Given the following code, why is the capacity
of each of the vectors 0 instead of chunk_size
?
#[test]
fn test() {
let chunk_size = 1024;
let data: Vec<Vec<u8>> = vec![Vec::with_capacity(chunk_size); 2];
assert_eq!(data[0].capacity(), chunk_size);
assert_eq!(data[1].capacity(), chunk_size);
}
Playground link: https://play.rust-lang.org/?version=stable&mode=debug&edition=2021&gist=0c40515b164044621c369adef1090c6e
Not all of them are zero, the second is 1024:
fn main() {
let chunk_size = 1024;
let data: Vec<Vec<u8>> = vec![Vec::with_capacity(chunk_size); 2];
dbg!(data[0].capacity(), data[1].capacity());
}
And if we increase the size of the outer vector, we can see it's always the last element which is 1024, and all others are zero.
Why is that?
That's because the vec![]
macro uses Clone
to fills the elements.
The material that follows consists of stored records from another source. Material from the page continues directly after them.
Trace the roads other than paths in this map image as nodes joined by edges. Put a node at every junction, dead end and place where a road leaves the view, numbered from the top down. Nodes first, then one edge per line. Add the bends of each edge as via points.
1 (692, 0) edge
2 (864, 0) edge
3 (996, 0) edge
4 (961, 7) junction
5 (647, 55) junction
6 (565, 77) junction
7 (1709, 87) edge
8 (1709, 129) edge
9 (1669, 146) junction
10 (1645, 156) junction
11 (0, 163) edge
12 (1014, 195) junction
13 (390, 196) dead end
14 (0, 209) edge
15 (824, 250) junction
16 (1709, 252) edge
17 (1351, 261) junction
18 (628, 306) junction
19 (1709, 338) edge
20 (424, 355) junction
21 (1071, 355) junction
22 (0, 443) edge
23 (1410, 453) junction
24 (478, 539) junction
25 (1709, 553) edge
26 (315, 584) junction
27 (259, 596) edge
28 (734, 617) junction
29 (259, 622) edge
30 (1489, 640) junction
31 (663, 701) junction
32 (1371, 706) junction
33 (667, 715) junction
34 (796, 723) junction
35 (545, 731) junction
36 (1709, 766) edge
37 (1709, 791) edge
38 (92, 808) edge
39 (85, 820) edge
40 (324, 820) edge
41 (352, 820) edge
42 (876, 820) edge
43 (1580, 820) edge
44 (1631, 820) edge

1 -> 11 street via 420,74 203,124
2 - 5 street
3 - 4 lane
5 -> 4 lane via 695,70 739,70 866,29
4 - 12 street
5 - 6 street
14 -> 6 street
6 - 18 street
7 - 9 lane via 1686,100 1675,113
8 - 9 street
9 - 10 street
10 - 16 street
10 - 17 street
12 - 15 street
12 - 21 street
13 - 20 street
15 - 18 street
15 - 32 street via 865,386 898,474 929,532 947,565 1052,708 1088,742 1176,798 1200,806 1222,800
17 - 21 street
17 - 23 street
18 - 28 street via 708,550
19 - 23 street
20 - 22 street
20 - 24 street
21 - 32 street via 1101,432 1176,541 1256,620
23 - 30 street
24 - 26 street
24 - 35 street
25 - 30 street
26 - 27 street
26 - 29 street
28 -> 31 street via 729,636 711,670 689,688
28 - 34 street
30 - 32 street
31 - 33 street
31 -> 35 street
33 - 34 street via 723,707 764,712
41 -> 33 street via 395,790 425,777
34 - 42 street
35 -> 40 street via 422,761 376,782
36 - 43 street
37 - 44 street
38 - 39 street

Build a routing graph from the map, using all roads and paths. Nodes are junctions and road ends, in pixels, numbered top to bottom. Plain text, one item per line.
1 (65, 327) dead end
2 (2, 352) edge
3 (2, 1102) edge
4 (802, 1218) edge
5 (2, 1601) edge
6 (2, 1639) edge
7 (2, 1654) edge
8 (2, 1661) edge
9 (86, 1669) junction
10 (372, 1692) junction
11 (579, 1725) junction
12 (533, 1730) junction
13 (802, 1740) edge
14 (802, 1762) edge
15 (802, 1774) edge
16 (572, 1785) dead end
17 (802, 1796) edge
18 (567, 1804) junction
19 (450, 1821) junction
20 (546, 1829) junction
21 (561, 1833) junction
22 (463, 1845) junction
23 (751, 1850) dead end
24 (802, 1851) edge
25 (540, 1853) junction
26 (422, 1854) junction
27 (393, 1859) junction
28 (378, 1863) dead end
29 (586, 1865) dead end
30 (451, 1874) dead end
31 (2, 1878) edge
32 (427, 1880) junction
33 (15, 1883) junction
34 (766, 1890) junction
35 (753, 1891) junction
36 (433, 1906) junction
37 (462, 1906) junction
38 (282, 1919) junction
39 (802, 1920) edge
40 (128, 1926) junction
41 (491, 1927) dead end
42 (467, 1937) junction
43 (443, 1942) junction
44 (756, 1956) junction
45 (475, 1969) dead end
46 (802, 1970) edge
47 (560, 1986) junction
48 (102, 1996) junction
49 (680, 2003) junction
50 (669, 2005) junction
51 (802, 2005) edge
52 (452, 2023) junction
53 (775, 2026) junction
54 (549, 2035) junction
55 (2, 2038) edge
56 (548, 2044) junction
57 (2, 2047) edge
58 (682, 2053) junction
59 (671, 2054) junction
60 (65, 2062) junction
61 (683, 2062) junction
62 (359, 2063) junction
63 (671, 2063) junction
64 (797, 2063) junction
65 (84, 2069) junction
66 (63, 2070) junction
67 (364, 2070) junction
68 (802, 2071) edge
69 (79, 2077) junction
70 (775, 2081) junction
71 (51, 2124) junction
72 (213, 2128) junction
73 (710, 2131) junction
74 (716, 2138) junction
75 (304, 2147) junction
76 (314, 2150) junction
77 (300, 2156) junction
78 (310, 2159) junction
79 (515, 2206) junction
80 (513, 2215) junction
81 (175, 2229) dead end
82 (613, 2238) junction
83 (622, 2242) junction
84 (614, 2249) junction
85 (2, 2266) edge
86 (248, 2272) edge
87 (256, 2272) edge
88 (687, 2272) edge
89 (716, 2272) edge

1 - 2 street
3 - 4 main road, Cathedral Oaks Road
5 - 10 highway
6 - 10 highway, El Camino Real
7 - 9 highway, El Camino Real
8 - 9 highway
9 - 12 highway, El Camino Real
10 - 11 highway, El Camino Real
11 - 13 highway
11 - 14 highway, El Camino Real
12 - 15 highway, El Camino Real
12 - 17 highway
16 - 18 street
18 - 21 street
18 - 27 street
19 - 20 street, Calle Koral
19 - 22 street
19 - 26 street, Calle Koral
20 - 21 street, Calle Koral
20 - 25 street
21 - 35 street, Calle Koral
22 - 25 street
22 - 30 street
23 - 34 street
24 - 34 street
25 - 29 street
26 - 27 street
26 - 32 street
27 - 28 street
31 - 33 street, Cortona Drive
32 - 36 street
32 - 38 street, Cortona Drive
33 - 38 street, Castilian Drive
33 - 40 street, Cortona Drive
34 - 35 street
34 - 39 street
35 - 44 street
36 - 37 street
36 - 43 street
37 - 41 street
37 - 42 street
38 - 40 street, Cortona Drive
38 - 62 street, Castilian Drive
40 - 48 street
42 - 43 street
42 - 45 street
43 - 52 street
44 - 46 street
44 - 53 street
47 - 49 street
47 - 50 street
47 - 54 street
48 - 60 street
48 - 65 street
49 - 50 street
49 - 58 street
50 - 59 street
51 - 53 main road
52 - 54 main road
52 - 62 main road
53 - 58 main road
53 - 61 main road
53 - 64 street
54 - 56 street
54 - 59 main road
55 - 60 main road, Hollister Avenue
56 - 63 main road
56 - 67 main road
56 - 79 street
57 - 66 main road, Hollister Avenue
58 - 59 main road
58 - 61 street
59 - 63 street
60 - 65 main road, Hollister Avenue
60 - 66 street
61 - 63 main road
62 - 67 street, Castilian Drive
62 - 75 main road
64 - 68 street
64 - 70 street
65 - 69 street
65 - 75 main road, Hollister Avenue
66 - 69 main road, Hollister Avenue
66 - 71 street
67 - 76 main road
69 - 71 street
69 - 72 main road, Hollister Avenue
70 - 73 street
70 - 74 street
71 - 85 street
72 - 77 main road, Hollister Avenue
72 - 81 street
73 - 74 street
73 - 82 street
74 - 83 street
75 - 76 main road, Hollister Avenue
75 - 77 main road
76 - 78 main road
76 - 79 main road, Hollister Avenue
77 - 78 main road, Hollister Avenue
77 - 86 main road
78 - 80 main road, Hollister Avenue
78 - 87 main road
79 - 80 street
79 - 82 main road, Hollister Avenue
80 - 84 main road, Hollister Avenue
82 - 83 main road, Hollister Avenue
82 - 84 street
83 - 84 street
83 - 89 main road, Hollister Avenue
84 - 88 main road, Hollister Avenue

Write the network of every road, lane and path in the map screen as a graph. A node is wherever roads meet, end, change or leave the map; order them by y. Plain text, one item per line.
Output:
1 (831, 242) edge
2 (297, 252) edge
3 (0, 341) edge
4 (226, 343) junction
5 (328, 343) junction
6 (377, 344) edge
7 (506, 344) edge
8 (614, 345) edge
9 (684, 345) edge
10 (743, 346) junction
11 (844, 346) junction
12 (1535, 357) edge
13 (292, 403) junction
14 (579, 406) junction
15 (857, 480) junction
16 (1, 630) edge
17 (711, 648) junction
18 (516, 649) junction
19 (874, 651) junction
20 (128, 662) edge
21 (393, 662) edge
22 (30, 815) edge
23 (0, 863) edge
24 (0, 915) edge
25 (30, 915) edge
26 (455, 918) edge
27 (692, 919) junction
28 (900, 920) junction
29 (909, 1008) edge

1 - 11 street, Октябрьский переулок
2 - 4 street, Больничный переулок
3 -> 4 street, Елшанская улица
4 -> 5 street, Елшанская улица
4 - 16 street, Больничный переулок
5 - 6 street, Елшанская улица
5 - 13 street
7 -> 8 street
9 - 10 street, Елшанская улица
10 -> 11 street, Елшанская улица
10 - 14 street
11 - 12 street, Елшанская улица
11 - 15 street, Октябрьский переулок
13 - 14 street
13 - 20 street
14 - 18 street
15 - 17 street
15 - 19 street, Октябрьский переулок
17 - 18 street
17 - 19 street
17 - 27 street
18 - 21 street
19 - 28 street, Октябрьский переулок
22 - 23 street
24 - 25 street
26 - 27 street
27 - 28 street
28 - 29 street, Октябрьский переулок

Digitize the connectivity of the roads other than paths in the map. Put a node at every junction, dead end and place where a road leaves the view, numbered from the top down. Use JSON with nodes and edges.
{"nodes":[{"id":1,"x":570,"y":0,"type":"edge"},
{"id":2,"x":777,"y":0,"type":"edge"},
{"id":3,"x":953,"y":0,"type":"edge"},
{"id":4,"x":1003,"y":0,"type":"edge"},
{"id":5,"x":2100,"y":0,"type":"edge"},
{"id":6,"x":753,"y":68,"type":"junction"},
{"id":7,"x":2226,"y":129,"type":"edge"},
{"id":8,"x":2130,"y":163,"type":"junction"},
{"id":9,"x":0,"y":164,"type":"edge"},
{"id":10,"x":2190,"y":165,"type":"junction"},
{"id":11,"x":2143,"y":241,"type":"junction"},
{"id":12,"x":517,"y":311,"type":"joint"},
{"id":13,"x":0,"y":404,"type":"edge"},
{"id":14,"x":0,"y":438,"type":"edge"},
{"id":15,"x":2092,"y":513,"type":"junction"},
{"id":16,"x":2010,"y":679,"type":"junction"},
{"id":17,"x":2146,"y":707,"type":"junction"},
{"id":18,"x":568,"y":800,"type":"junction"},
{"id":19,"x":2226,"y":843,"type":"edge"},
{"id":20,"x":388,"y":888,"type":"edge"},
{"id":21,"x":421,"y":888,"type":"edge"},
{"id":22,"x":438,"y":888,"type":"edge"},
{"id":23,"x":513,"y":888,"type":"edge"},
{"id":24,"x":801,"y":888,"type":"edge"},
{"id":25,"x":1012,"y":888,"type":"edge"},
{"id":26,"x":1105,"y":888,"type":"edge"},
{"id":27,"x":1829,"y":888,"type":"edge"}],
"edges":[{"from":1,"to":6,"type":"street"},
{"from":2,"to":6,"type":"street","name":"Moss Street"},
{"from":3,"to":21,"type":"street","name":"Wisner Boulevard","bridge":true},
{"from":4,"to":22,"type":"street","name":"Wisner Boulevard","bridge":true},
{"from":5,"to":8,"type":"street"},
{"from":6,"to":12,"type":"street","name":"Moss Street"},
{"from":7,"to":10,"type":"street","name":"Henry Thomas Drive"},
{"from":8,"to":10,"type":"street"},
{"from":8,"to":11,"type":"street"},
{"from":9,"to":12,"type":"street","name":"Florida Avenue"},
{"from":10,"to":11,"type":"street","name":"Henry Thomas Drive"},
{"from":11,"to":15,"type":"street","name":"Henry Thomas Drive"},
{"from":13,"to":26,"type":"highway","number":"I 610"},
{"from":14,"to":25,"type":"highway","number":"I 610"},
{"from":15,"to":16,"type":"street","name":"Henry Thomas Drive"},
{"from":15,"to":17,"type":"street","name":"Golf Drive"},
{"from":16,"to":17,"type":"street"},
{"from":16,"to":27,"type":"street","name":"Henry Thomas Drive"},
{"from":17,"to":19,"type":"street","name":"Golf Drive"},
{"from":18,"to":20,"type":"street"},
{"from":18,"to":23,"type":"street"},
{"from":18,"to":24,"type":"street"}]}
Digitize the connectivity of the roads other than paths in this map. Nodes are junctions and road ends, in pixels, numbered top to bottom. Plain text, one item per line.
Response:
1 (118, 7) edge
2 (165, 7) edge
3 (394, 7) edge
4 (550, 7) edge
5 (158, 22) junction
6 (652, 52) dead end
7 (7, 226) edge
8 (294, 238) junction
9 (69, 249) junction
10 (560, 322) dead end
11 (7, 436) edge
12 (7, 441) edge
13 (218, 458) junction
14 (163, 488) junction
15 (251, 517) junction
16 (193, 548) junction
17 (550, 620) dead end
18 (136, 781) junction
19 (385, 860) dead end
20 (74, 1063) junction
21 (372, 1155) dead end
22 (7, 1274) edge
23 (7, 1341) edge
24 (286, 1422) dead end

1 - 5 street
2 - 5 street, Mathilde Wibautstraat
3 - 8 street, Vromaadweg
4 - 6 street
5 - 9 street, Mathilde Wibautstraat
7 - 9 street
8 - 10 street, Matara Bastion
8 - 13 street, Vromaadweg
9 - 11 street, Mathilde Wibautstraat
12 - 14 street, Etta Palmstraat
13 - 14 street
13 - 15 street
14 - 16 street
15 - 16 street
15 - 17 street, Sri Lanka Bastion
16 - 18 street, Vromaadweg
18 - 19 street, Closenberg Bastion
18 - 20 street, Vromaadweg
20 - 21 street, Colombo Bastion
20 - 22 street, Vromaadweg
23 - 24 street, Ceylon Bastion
To not clone more than needed, it clones all elements but the last and re-uses the element provided for the last (since it needs it for all others to clone from).
Cloning a Vec
does not consider the capacity. It only allocates enough elements to hold the length. This decision makes sense if you consider than capacity is not always intentional: many times, most of the times, it is just the leftover of growing the Vec
while pushing into it. So when we have a fresh new start, why allocate more than needed?